**What you will do:**
In the entries below, find the lines that contain the word "media" and copy them.

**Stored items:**
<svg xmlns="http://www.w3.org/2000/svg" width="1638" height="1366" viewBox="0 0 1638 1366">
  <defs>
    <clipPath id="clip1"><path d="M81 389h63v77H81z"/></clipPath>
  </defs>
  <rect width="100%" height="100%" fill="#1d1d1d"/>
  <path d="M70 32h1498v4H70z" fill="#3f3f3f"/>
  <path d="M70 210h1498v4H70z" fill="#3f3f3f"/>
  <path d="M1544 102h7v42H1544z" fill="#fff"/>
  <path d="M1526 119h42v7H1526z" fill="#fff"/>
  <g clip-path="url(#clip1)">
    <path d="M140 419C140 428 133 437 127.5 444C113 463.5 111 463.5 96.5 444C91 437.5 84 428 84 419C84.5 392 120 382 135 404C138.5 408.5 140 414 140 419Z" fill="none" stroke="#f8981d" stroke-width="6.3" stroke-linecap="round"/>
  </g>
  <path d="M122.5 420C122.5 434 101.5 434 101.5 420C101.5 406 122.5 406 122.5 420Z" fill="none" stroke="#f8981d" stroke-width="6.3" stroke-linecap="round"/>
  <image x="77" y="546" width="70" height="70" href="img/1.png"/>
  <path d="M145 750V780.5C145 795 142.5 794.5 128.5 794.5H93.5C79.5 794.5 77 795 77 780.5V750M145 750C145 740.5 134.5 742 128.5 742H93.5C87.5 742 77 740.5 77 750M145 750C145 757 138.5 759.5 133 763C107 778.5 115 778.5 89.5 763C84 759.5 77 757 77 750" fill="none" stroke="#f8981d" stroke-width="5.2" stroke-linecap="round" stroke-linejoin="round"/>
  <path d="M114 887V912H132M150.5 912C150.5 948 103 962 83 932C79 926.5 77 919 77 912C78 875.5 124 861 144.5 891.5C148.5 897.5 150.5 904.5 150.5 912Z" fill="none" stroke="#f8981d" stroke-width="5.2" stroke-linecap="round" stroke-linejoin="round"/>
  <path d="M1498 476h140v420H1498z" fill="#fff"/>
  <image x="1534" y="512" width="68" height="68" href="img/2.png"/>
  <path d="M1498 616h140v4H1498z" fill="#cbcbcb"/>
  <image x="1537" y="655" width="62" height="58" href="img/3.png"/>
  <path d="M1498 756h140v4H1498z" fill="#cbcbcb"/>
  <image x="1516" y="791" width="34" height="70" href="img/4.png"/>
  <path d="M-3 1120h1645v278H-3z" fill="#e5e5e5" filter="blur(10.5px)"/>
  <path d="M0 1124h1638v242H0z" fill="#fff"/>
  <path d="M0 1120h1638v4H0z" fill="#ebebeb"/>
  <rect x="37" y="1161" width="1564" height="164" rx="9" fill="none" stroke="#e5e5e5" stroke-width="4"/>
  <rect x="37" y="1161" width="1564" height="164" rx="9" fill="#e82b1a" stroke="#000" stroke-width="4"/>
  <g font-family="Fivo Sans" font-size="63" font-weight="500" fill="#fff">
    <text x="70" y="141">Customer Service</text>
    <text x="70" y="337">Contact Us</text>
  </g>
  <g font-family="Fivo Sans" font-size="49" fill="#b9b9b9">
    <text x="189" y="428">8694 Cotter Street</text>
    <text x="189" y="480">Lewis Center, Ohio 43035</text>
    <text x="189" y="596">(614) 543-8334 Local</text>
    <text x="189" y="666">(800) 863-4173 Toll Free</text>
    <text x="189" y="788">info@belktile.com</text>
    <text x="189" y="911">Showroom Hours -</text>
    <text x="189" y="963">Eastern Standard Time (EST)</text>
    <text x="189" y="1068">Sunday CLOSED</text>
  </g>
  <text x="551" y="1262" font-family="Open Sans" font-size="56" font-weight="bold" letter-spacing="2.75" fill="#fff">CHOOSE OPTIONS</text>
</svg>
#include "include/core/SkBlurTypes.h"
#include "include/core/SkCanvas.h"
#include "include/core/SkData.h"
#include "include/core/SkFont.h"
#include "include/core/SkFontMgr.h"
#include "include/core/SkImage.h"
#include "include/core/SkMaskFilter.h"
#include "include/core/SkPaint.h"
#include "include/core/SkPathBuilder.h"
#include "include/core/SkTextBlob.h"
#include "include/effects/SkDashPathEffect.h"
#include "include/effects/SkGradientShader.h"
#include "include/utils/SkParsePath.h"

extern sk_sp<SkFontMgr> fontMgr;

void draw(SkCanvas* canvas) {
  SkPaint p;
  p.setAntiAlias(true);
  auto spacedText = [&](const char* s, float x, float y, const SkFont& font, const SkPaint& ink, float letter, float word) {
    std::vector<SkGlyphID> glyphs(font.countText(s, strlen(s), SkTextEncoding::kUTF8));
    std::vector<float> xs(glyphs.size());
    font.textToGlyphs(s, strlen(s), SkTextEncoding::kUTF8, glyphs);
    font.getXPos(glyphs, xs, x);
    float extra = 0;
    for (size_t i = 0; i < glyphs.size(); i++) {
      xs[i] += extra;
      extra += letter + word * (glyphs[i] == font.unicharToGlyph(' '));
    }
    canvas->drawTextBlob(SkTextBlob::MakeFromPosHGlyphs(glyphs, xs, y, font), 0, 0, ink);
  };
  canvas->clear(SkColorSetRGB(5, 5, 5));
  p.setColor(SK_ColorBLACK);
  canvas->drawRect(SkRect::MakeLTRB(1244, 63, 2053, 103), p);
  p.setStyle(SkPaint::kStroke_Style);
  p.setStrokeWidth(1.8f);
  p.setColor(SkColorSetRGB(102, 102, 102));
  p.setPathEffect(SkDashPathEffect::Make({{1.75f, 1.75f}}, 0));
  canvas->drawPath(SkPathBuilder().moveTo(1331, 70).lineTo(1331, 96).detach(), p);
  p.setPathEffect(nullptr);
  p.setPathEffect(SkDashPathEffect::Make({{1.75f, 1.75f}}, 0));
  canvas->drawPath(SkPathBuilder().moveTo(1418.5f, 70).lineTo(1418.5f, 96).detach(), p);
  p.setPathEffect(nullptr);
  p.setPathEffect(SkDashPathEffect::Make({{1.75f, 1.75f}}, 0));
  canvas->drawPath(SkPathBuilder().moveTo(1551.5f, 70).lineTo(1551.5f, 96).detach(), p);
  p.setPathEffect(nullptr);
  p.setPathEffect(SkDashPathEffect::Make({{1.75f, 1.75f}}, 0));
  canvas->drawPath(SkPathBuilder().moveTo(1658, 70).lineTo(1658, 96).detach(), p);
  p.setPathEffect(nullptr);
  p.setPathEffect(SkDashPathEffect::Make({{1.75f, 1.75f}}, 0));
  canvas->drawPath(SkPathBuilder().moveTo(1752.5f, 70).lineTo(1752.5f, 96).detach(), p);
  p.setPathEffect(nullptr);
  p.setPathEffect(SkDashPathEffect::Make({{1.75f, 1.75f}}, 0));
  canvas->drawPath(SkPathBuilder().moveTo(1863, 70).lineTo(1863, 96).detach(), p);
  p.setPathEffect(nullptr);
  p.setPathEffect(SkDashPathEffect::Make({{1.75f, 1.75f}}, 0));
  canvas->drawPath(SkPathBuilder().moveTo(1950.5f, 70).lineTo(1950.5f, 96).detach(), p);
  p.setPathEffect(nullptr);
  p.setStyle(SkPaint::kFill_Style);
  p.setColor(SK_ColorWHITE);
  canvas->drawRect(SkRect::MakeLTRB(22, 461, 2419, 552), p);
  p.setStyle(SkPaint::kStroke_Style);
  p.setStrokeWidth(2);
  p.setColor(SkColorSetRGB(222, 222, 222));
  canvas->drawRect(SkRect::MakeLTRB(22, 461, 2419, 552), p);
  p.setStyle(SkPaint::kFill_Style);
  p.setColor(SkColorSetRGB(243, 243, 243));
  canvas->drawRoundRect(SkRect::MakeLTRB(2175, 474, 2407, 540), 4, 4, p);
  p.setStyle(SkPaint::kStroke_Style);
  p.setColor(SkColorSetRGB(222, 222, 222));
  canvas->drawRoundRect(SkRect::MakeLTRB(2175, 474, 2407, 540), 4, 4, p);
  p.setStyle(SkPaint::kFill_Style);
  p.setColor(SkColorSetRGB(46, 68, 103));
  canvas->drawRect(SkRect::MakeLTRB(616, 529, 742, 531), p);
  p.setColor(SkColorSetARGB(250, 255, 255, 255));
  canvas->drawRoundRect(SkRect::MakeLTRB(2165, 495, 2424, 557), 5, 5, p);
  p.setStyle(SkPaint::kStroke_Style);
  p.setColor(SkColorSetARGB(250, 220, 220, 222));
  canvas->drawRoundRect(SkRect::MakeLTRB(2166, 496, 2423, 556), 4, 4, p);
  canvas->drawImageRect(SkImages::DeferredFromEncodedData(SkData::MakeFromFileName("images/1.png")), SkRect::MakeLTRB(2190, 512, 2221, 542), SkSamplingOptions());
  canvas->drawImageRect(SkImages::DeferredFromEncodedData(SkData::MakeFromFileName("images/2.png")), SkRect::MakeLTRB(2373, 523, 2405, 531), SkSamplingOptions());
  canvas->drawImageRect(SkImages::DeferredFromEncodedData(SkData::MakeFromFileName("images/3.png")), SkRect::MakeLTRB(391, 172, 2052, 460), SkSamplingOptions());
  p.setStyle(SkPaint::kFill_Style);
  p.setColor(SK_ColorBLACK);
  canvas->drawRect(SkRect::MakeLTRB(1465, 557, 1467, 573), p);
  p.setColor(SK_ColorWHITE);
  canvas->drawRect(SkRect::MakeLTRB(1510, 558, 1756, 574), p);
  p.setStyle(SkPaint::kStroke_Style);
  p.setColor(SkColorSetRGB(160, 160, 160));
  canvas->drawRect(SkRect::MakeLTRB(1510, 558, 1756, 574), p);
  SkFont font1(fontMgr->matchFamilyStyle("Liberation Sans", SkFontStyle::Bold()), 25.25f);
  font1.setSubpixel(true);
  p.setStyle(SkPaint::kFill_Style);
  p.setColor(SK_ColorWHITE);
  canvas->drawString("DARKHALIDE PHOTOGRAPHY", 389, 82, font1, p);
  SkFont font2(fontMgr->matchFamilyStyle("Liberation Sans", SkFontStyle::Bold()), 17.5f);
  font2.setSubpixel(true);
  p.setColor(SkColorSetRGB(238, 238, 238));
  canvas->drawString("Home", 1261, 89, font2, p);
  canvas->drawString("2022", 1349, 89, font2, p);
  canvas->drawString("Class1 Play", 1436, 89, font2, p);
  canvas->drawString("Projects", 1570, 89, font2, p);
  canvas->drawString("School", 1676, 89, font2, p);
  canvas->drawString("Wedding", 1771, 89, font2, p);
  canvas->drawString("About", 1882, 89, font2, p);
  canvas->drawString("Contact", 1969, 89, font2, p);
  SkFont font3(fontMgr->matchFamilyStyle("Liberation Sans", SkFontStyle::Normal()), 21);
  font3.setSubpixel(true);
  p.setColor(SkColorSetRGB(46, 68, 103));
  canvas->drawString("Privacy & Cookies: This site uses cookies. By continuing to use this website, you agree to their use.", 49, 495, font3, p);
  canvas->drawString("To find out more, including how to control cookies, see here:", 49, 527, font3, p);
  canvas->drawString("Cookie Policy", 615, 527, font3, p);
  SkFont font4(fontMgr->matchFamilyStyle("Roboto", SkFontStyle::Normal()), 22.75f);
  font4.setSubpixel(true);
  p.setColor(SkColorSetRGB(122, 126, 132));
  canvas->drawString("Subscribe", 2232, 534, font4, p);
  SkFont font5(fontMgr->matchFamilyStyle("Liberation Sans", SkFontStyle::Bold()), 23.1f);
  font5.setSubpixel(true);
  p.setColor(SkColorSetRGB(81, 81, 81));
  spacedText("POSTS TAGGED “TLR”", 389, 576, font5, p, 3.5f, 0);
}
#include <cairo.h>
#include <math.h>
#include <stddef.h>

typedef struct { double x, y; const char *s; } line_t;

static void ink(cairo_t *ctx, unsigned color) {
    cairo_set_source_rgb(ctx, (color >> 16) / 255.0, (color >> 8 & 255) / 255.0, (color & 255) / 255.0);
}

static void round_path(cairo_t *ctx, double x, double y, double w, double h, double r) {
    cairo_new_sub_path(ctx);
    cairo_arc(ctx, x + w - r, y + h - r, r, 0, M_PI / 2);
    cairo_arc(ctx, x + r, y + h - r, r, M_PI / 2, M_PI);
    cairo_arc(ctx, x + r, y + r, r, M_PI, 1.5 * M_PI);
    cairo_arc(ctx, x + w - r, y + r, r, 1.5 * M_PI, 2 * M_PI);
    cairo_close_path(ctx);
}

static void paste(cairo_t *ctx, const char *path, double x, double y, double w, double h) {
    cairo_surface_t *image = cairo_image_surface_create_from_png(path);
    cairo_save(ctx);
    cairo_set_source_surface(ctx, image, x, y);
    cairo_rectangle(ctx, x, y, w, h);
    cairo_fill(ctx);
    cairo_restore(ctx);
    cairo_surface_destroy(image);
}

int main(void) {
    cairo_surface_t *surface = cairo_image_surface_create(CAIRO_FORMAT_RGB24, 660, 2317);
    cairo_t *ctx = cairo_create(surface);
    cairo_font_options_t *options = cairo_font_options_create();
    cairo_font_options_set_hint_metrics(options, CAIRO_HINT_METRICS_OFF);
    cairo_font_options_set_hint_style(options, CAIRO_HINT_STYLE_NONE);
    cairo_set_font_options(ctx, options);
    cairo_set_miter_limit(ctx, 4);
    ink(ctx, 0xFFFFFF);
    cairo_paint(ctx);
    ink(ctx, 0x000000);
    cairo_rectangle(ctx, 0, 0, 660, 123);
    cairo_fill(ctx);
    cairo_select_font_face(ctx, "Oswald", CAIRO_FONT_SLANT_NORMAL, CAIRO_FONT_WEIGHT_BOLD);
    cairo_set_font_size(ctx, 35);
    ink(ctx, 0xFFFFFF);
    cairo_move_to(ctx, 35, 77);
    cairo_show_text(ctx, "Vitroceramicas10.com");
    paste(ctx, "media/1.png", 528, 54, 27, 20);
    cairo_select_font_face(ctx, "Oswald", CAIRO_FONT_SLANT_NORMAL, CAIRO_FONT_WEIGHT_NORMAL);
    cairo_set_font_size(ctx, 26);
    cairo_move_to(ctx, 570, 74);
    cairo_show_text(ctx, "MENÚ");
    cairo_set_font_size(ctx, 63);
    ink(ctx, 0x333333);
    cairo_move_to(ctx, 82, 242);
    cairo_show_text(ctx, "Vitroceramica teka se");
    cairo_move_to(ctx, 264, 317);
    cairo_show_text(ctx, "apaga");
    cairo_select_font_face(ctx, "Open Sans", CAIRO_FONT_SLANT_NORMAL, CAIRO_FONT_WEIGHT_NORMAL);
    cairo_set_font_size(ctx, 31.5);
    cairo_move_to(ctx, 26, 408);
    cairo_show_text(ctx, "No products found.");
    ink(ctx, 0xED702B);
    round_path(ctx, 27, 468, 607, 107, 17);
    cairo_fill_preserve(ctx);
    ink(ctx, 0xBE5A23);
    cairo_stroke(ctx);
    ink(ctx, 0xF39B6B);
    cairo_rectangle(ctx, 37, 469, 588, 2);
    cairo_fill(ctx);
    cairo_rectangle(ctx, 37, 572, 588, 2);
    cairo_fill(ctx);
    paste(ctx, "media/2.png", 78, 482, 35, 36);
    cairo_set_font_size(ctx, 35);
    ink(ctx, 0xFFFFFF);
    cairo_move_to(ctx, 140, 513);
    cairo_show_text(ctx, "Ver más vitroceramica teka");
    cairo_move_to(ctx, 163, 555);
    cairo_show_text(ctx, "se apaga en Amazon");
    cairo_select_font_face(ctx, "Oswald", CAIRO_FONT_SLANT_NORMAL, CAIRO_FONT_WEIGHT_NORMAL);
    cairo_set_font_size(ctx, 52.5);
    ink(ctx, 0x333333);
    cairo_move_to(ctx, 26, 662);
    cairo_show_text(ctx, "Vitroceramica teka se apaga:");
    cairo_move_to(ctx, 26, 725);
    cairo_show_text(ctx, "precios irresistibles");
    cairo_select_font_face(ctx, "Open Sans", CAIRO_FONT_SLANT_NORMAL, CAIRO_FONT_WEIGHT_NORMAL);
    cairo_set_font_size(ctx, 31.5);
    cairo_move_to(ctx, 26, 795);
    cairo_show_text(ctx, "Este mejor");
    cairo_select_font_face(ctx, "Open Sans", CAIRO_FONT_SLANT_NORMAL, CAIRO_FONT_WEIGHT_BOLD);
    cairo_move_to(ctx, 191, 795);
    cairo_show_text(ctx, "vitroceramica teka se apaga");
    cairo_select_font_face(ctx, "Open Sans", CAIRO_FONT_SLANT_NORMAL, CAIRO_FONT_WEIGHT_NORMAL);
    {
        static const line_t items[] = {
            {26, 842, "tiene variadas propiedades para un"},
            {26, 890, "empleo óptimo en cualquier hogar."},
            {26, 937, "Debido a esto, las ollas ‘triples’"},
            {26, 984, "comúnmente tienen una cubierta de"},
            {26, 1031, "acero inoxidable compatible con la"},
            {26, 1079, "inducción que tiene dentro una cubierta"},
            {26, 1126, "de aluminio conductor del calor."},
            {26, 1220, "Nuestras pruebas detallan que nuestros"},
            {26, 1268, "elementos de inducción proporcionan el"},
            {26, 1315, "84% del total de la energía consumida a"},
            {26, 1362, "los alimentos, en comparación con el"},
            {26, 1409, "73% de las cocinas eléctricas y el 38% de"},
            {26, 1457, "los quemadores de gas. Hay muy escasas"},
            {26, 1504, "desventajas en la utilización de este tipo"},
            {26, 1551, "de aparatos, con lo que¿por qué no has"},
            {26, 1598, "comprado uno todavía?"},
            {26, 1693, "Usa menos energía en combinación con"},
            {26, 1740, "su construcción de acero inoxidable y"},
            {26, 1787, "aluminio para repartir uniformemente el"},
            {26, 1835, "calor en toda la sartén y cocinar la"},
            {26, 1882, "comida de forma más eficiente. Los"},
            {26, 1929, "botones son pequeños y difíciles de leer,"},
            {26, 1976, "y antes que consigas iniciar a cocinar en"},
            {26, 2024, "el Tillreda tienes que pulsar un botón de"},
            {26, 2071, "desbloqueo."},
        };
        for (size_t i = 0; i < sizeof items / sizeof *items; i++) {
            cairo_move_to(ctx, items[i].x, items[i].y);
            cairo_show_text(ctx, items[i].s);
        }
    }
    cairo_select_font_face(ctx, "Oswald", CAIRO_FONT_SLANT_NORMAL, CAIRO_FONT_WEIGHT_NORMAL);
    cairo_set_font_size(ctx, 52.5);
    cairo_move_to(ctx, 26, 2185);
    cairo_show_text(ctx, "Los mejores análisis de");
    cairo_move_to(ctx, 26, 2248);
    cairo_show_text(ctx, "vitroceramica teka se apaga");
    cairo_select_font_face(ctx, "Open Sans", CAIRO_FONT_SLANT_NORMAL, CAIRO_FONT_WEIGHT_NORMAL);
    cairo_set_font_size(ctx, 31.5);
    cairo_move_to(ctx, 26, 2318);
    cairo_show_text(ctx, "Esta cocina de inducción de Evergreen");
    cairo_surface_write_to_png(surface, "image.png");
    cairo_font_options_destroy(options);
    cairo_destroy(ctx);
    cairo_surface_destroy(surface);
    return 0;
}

**Expected output:**
    paste(ctx, "media/1.png", 528, 54, 27, 20);
    paste(ctx, "media/2.png", 78, 482, 35, 36);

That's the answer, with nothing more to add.